Priest, Sacrifice and Eucharist
Msgr. Peter Elliott
Description :Linking Catholic doctirines, and showing the interdependence of the Holy Sacrifice of the Mass, the Priesthood, and the Holy Eucharist.
There are times in the life of a priest where he is forced to reflect on the essentials of his priesthood. This happened many times in past ages of persecution, for example when priests were hunted down in England and Ireland several centuries ago, or more recently under Communist oppression in various nations over the last century. The priest is then compelled to look to the heart of the matter, to "what matters" in his life, why he is who he is, and he discovers once again that it all comes down to the Mass.

For this he was ordained a priest of Jesus Christ, above all else to "do this". He was ordained to obey a command from the lips of Jesus of Nazareth, given in an upper room at a Jewish ritual meal two thousand years ago: "Do this in memory of me."

The Council of Trent teaches us that by those words at the Last Supper Jesus Christ ordained his disciples as priests of the New Covenant. Scriptural scholarship (not the mere dissection of texts, but scholarship that reverences the mind and culture of Israel) endorses the inspired teaching of the Fathers at Trent. Jesus instituted his new priesthood for his new covenant by a word of command. But this requires some explanation.

When God "speaks" in the Scriptures, something happens. When God commands, a new reality is created. When God utters his word, reality is changed. He spoke the word: "Let there be light!" and there was light, the massive blaze of the creation of the universe. He spoke his Ten Words, binding his People to a moral code, the ten commandments. But God offered them his help to live his law. In Jesus, God said "Go, teach and baptise…" and the apostles of Jesus were empowered to go out, to teach and baptize, and behold a new creation, the community of the Church expanding around our planet.

He said "Do this in memory of me…" and his friends at the supper table of the Passover henceforth can take bread and wine and something radically new always happens. As they obey him and "do this", it is truly and substantially changed into the Body and Blood of the One who commanded, the One who at the same time called and empowered them by his word.

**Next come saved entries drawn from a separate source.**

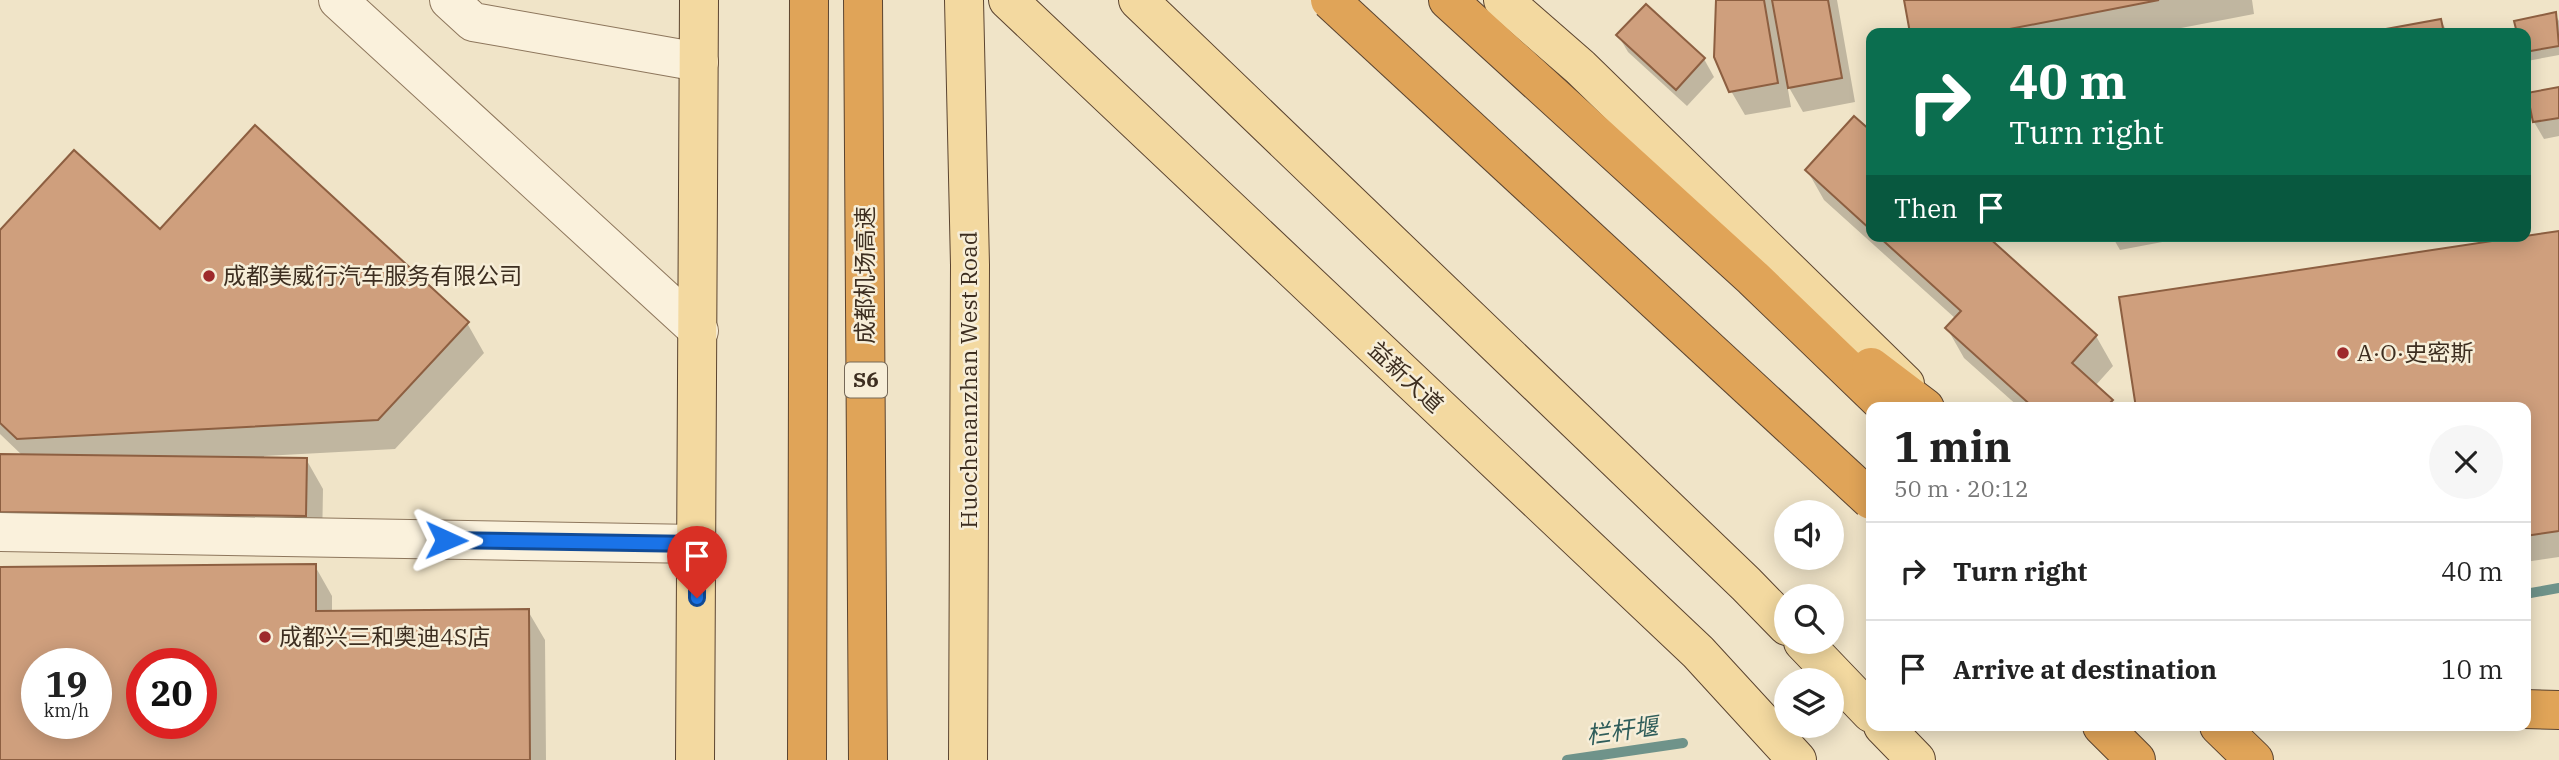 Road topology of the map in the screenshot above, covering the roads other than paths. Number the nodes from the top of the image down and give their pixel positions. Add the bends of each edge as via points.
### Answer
1 (338, 0) edge
2 (449, 0) edge
3 (699, 0) edge
4 (809, 0) edge
5 (863, 0) edge
6 (964, 0) edge
7 (1008, 0) edge
8 (1138, 0) edge
9 (1330, 0) edge
10 (1448, 0) edge
11 (1503, 0) edge
12 (699, 62) junction
13 (1753, 278) junction
14 (699, 331) junction
15 (1882, 402) edge
16 (1919, 402) edge
17 (1921, 402) edge
18 (1866, 495) edge
19 (0, 532) edge
20 (697, 544) junction
21 (1774, 612) edge
22 (1814, 654) edge
23 (1866, 708) edge
24 (2531, 709) edge
25 (2559, 710) edge
26 (1888, 731) edge
27 (2107, 731) edge
28 (2212, 731) edge
29 (2224, 731) edge
30 (695, 760) edge
31 (807, 760) edge
32 (868, 760) edge
33 (968, 760) edge
34 (1797, 760) edge
35 (1916, 760) edge
36 (2136, 760) edge
37 (2233, 760) edge
38 (2254, 760) edge

1 - 14 street
2 - 12 street via 473,23
3 - 12 main road
4 - 31 highway
5 - 32 highway, 成都机场高速 / S6
6 - 33 main road, Huochenanzhan West Road via 970,265
7 - 34 main road, 益新大道 via 1698,652
8 - 21 main road
9 - 18 highway, bridge
10 - 13 highway
11 - 17 main road via 1580,67
12 - 14 main road
13 - 15 highway
13 - 16 highway
14 - 20 main road
19 - 20 street
20 - 30 main road
22 - 23 main road
24 - 25 highway
26 - 35 main road
27 - 36 highway
28 - 37 main road
29 - 38 highway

It is all a matter of grace. It is all a matter of God passing on the authority granted to Jesus his beloved Son, his exousia, to use the Greek term used in the Gospels. This word of command and the grace to obey should enliven our hearts, for example when we hear our Lord say, "Love one another as I have loved you." or "Be perfect!" Without the corresponding gift to fulfil Christ's commands, these words sound very discouraging. We are but weak humans, so how can we be perfect? We find it hard to "love one another". Yet we are empowered by the God who sends his Spirit to dwell in our hearts, whose grace is perfected in our weakness. In that grace we have confidence and through that grace we discover our dignity as human persons.

It is all a matter of the transforming quality of the seven sacraments. Sacraments are moments that change people. They have the quality of being new beginnings, points for transformation, conversion. Three sacraments actually change us for ever. Laity and priests alike, have been permanently consecrated (set apart) by their Baptism and Confirmation and priests have received a third permanent consecration of Holy Orders. In different ways, we are all raised up into the realm of grace. For ever we have been baptized, chrismed and ordained. The "indelible character" that imprints the seal and image of Jesus on each of us in these sacraments, gives us our "place" in the worshipping Church.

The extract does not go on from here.